── The data
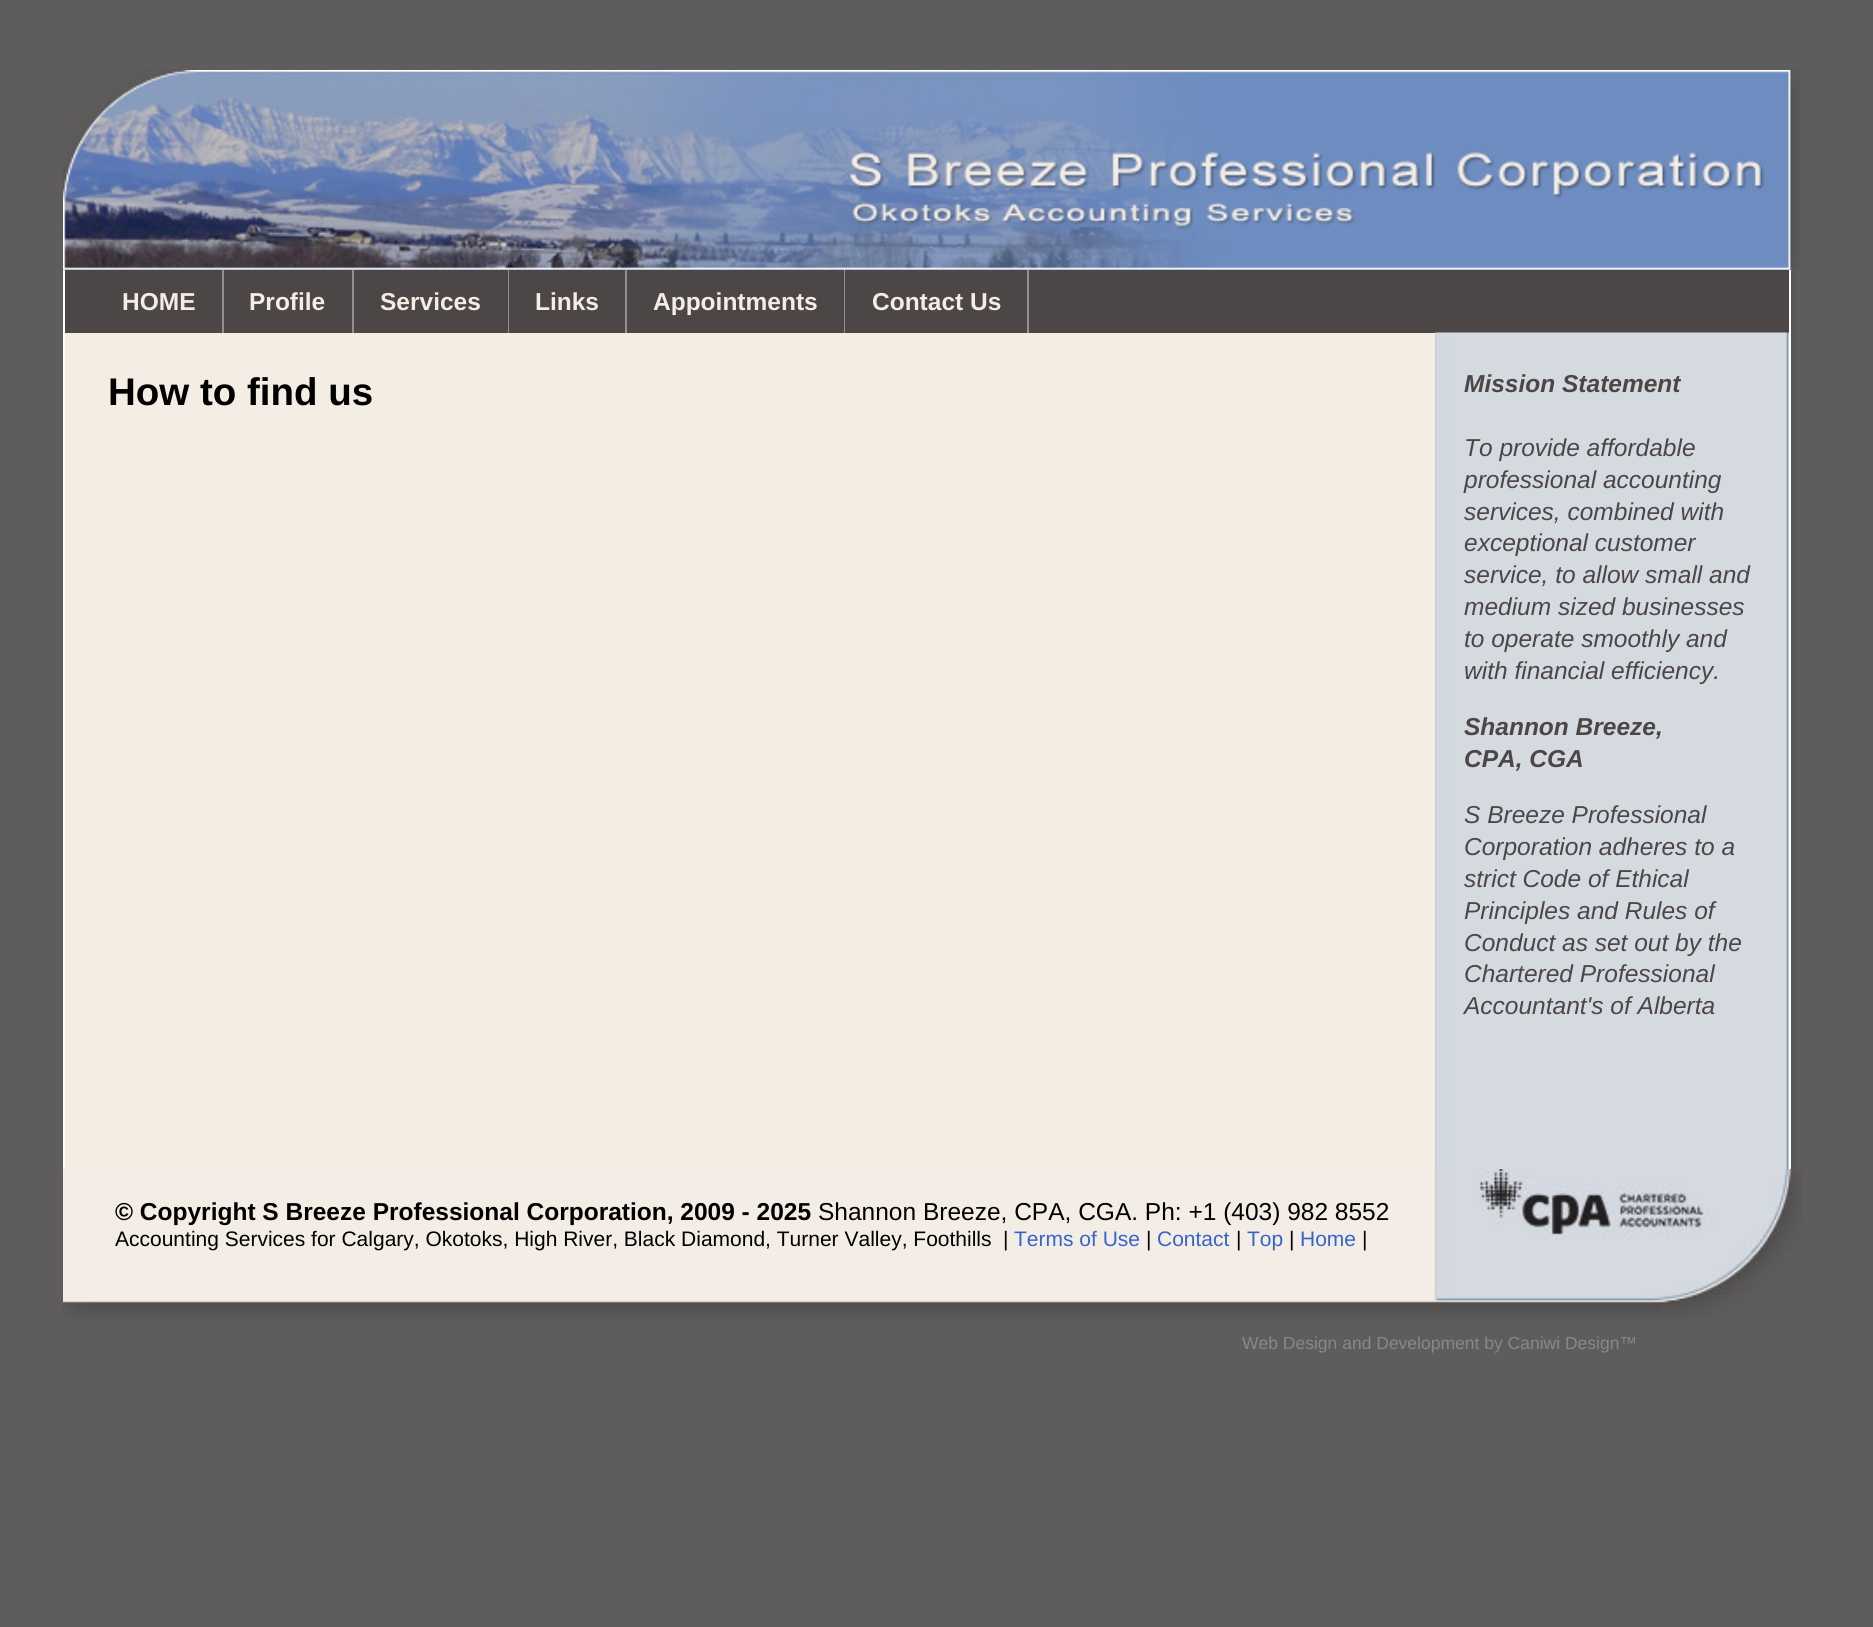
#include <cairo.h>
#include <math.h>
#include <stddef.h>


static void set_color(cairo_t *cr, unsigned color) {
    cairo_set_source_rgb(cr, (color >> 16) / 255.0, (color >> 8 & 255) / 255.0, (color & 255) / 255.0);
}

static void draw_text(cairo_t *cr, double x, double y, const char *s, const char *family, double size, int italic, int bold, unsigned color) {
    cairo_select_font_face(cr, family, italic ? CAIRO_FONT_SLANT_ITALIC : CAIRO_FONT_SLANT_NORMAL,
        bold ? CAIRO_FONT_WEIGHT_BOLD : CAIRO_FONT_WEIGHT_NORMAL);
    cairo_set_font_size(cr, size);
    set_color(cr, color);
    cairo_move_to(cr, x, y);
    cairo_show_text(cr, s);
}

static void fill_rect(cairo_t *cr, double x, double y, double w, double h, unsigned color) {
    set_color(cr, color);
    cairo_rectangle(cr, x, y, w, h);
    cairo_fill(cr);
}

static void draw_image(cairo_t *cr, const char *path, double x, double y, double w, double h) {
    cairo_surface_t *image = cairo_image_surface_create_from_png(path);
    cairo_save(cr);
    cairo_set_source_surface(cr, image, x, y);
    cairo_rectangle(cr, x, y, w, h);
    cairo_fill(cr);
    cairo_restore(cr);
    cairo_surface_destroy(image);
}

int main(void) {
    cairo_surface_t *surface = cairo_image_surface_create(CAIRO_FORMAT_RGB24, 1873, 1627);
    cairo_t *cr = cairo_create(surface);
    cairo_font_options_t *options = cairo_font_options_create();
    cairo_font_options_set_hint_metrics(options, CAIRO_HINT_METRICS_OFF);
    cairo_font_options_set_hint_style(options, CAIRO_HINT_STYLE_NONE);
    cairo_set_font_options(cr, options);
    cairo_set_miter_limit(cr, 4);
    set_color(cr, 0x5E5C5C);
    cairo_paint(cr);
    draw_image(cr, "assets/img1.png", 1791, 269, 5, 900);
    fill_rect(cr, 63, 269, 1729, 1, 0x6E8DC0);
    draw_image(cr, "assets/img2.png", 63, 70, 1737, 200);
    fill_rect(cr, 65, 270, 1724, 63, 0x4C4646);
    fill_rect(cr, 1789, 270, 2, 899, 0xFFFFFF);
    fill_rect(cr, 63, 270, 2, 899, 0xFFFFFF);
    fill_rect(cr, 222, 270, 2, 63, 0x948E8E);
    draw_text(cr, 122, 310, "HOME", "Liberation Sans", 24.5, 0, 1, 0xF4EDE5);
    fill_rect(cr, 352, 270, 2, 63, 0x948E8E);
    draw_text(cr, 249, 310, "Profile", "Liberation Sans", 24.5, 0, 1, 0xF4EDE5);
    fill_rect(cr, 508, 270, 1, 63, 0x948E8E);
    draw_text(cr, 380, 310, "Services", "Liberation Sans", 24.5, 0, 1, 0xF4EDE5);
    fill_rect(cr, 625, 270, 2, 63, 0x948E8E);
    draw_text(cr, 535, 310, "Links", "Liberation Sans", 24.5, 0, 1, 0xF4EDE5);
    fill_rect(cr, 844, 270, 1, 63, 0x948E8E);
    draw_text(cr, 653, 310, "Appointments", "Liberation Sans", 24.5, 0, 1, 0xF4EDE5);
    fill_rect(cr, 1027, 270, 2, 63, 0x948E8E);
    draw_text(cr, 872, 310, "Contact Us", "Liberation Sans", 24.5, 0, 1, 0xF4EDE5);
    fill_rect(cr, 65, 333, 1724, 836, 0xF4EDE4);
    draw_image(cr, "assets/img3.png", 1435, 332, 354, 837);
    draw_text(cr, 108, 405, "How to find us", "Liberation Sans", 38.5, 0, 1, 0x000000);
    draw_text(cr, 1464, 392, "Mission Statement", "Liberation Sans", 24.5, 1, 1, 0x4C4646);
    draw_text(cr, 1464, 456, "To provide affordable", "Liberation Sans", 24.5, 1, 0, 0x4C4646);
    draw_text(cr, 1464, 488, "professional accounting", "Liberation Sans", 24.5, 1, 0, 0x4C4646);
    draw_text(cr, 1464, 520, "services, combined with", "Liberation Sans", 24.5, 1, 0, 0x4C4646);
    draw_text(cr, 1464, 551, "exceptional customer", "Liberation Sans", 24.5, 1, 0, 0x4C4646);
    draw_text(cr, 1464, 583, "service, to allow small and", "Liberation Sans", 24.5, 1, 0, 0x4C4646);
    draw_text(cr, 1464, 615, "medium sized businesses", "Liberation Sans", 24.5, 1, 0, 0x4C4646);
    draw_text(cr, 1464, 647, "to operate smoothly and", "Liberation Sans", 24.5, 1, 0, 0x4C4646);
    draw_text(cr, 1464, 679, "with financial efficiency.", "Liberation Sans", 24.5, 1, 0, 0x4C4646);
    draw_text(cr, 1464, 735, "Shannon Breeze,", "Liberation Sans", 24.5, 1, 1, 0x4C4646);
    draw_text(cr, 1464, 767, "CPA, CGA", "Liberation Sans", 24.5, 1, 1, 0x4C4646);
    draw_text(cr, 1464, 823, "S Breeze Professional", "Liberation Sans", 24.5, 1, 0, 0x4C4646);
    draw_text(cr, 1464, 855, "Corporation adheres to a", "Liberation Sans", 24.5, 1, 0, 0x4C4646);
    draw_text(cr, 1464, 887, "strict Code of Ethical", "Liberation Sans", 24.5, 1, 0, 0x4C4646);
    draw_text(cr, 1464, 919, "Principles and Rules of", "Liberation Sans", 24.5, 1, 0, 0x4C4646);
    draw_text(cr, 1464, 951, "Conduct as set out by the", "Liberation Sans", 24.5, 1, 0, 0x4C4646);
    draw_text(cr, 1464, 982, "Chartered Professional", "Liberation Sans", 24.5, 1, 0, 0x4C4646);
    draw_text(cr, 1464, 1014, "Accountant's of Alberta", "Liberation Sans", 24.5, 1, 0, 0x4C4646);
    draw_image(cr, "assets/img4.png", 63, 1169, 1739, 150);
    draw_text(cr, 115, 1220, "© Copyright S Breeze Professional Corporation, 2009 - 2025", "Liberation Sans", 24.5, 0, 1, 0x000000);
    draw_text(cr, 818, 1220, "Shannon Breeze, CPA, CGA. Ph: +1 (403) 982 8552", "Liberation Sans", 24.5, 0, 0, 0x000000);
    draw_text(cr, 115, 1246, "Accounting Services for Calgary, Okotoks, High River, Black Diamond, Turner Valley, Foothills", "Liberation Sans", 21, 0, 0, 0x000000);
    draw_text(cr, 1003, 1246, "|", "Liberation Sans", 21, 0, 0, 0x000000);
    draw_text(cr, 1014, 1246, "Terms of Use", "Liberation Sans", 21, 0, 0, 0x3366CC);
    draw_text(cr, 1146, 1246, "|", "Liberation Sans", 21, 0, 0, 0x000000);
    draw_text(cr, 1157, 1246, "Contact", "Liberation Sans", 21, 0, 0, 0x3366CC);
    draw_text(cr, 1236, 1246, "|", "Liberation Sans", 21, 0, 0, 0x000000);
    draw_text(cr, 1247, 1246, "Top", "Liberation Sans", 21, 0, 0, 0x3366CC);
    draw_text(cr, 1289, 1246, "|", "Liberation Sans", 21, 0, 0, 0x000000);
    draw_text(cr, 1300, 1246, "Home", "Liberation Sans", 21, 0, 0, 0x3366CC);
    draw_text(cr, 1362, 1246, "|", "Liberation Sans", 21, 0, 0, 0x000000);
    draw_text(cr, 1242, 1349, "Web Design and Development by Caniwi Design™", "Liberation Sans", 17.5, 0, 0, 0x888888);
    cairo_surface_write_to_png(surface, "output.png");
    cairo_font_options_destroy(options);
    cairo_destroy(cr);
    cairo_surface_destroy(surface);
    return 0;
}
────
── The data
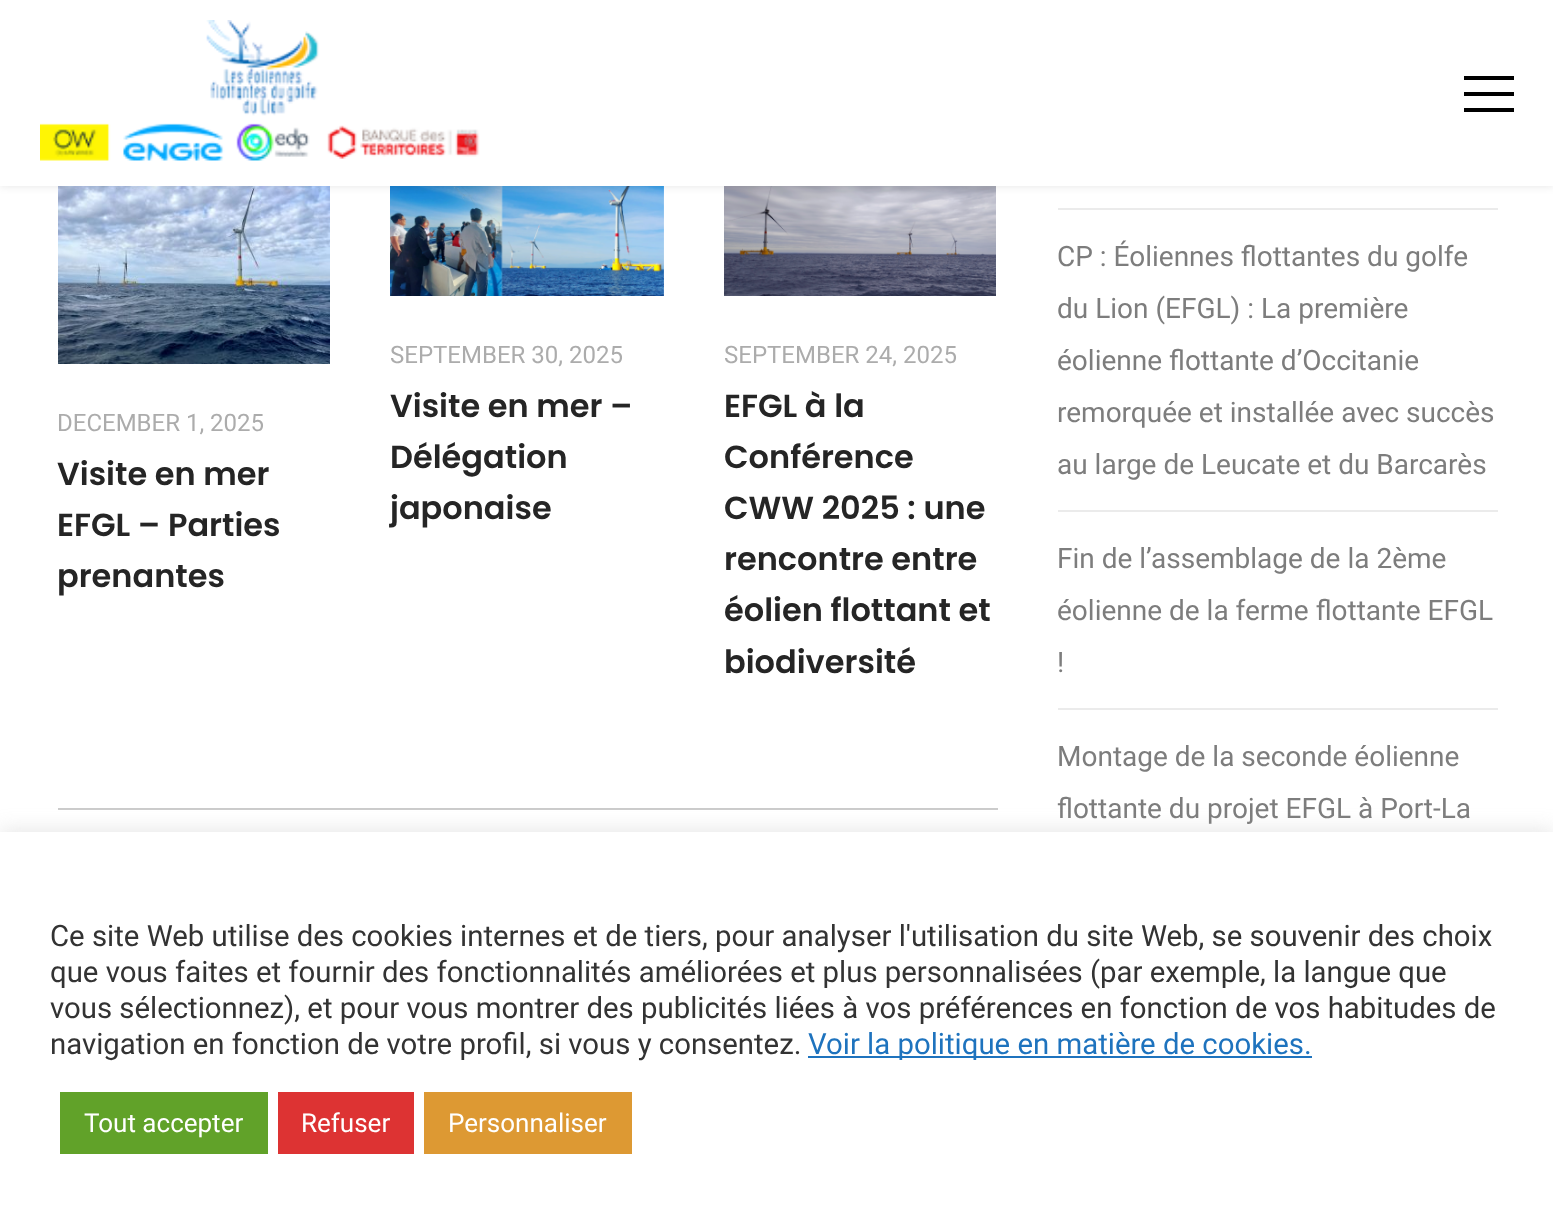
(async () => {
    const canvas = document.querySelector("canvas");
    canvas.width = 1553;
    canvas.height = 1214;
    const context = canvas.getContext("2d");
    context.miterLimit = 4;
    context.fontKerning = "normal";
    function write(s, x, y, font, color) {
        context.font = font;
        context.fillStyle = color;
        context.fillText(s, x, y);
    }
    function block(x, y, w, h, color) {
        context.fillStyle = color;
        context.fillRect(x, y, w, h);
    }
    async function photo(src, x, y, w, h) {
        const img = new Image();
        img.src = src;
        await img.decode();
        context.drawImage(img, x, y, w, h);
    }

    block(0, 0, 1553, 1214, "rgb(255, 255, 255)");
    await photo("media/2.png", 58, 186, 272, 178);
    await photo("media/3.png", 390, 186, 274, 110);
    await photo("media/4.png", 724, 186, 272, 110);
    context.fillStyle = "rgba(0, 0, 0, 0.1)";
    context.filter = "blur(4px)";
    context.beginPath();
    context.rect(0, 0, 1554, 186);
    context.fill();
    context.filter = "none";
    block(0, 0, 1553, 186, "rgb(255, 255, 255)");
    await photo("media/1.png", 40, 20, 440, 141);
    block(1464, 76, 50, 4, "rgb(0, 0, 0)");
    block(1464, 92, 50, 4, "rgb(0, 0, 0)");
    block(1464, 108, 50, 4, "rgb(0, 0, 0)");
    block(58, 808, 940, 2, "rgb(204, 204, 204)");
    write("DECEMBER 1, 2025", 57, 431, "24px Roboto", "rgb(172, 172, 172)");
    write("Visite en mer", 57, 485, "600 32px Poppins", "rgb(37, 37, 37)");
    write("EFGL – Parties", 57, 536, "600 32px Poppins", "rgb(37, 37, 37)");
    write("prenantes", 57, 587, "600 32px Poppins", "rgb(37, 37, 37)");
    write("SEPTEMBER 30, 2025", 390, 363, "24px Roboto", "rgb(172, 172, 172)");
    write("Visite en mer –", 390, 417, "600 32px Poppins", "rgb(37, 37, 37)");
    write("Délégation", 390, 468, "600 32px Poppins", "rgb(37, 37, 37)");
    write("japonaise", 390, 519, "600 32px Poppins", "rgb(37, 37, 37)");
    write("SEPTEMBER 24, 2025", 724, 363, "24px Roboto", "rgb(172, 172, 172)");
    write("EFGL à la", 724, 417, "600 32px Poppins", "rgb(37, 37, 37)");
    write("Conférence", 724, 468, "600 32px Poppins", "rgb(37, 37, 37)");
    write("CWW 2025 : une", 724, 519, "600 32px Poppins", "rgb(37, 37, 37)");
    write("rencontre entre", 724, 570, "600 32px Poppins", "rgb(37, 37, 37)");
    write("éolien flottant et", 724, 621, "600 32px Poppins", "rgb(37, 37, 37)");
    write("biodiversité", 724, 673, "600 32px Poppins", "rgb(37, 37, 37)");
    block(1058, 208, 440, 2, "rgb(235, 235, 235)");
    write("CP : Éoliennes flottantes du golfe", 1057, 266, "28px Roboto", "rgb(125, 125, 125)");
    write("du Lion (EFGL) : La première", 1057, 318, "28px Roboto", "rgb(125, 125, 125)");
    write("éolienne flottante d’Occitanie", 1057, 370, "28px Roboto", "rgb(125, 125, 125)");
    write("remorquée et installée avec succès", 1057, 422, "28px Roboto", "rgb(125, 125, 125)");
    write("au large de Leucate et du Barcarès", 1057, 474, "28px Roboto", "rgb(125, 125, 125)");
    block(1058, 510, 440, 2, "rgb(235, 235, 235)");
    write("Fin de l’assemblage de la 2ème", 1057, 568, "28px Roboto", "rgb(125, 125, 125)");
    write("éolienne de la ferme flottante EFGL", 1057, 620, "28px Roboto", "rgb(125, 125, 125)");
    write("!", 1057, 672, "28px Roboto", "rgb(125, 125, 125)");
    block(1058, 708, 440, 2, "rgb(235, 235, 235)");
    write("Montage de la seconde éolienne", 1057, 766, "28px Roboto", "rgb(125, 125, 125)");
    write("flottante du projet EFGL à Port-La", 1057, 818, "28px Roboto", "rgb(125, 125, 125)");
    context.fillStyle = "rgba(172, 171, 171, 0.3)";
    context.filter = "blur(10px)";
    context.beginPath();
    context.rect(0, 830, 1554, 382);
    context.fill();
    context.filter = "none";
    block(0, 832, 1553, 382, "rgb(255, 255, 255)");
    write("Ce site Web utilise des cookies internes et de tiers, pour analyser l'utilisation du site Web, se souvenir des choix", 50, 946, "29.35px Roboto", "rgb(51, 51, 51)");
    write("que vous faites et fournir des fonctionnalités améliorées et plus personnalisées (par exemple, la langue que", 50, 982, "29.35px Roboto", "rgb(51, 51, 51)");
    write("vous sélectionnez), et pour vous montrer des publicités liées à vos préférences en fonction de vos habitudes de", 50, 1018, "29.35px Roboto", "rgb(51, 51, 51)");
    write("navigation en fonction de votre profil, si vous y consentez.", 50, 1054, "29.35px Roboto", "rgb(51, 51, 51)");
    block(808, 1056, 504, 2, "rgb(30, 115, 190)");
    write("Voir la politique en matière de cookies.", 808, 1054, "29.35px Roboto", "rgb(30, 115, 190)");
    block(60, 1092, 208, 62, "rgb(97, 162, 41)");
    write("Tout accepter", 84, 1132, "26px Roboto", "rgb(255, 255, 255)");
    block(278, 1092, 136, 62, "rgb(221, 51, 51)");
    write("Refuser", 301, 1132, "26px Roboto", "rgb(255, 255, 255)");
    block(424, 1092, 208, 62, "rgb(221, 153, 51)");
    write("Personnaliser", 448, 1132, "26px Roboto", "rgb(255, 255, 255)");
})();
────
*Work instruction*: Tally the lines above containing "canvas". Answer with the count only.

*Answer to the exercise*: 4